Field-effect transistor

Abstract

A method of improving field-effect transistors, and the product thereof, wherein the resistivity of the upper layer of the source-gate channel region of a GaAs field-effect transistor (FET) may be selectively raised is disclosed. Impurity ions are implanted in the source-gate channel region followed by a much shallower implantation of boron in the same region. The boron ion concentration should exceed the N+ impurity ion concentration by a factor of 2 or more.

Description

BACKGROUND OF THE INVENTION

This invention relates to an improved field-effect transistor (FET) and especially to improvement of FET's by tailoring the source-gate channel resistivity to be high in the upper layer and lower in the lower layer.

Transconductance, gate capacitance, source parasitics, and source-gate channel resistance are the factors universally known to affect the performance of field-effect transistors. Previous work in the field has done much to improve transconductance by improving materials' quality and materials' interfaces. Gate capacitance has been reduced by using submicrometer resolution lithography. Source parasitics have been greatly reduced by better metallization for ohmic contacts by "via" technology and by monolithic, Class B, push-pull circuit techniques. Only source-gate channel resistance has evaded a solution enabling it to be reduced without adversely affecting gate leakage characteristics.

SUMMARY OF THE INVENTION

Accordingly, it is an object of this invention to reduce the source-gate channel resistance in an FET without adversely affecting the gate leakage characteristic.

Another object is to raise the resistivity of a shallow layer of the source-gate channel in an FET, which layer is in contact with the Schottky-barrier portion of the gate, without increasing the resistivity of the remainder of the source-gate channel.

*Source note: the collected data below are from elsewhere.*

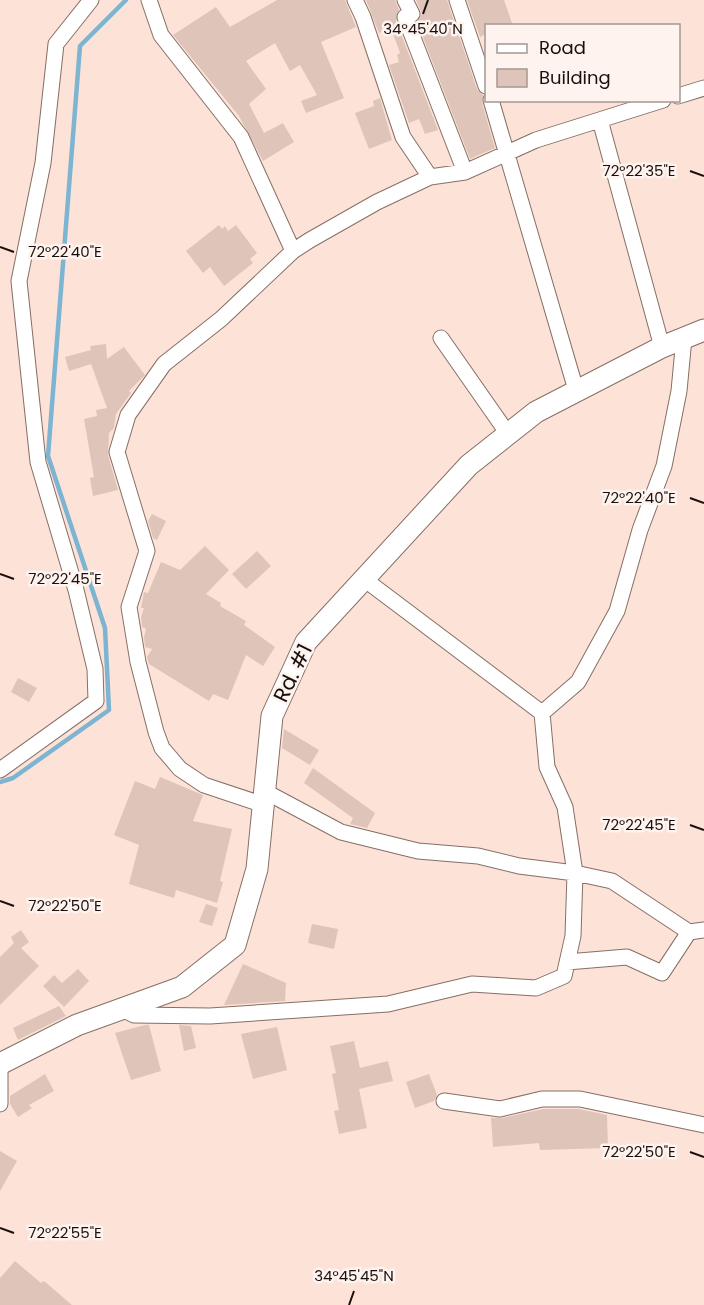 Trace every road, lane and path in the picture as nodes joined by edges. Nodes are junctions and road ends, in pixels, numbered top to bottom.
1 (91, 0) edge
2 (149, 0) edge
3 (355, 0) edge
4 (405, 0) edge
5 (457, 0) edge
6 (485, 83) edge
7 (704, 88) edge
8 (680, 95) edge
9 (492, 102) edge
10 (657, 102) edge
11 (600, 120) junction
12 (507, 151) junction
13 (465, 172) junction
14 (430, 177) junction
15 (293, 251) junction
16 (704, 330) edge
17 (441, 338) dead end
18 (684, 338) junction
19 (662, 346) junction
20 (576, 390) junction
21 (508, 434) junction
22 (364, 579) junction
23 (543, 713) junction
24 (0, 770) edge
25 (265, 799) junction
26 (575, 873) junction
27 (696, 931) edge
28 (567, 962) junction
29 (124, 1010) junction
30 (0, 1065) edge
31 (444, 1101) dead end
32 (0, 1104) edge
33 (704, 1125) edge

1 - 24 street
2 - 15 street
3 - 14 street
4 - 13 street
5 - 6 street
7 - 8 street
9 - 12 street
10 - 11 street
11 - 12 street
11 - 19 street
12 - 13 street
12 - 20 street
13 - 14 street
14 - 15 street
15 - 25 street
16 - 18 main road, Rd. #1
17 - 21 street
18 - 19 main road, Rd. #1
18 - 23 street
19 - 20 main road, Rd. #1
20 - 21 main road, Rd. #1
21 - 22 main road, Rd. #1
22 - 23 street
22 - 25 main road, Rd. #1
23 - 26 street
25 - 26 street
25 - 29 main road, Rd. #1
26 - 27 street
26 - 28 street
27 - 28 street
28 - 29 street
29 - 30 main road, Rd. #1
30 - 32 street
31 - 33 street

The above and other objects of the invention are accomplished in a GaAs FET by selectively bombarding the N+ doped source-gate channel region with boron ions to raise the resistivity of a shallow upper layer of the channel which is in contact with the Schottky-barrier film of the gate without increasing the resistivity of the underlying channel region. The technique makes use of the virtual non-existence of ionicity in the boron-arsenide bond to induce arsenic vacancies within the crystal which may, in part, be filled with column IV acceptors (e.g., silicon) with the result that deep-level compensating centers are formed (probably by silicon-silicon complexes) thereby transforming the material so treated into semi-insulating material.

BRIEF DESCRIPTION OF THE DRAWINGS

FIG. 1 is a schematic illustration of a prior-art FET made by an epitaxial growth technique.

FIG. 2. is a schematic illustration of a prior-art FET made by an ion implantation technique.

FIG. 3 is a schematic illustration of an embodiment of the present invention.

DETAILED DESCRIPTION OF THE INVENTION

FIGS. 1 and 2 illustrate the construction of typical priorart FET's. The FET of FIG. 1 is produced by the growth of epitaxial layers 12 and 14 on a semi-insulating GaAs substrate 10. Layer 14 has a higher concentration of donor impurity ions (approximatel 1.times.10.sup.17 /cm.sup.3) than lower layer 12 and therefore has higher conductivity. The active layer 14 in FIG. 2 is produced by implantation of donor ions. The device also includes a source 16, a drain 18 and a gate 20. In both cases, the active channel, which may, for example, be about 0.5 microns deep, is uniformly doped in the horizontal direction (i.e., along the direction of charge-carrier movement).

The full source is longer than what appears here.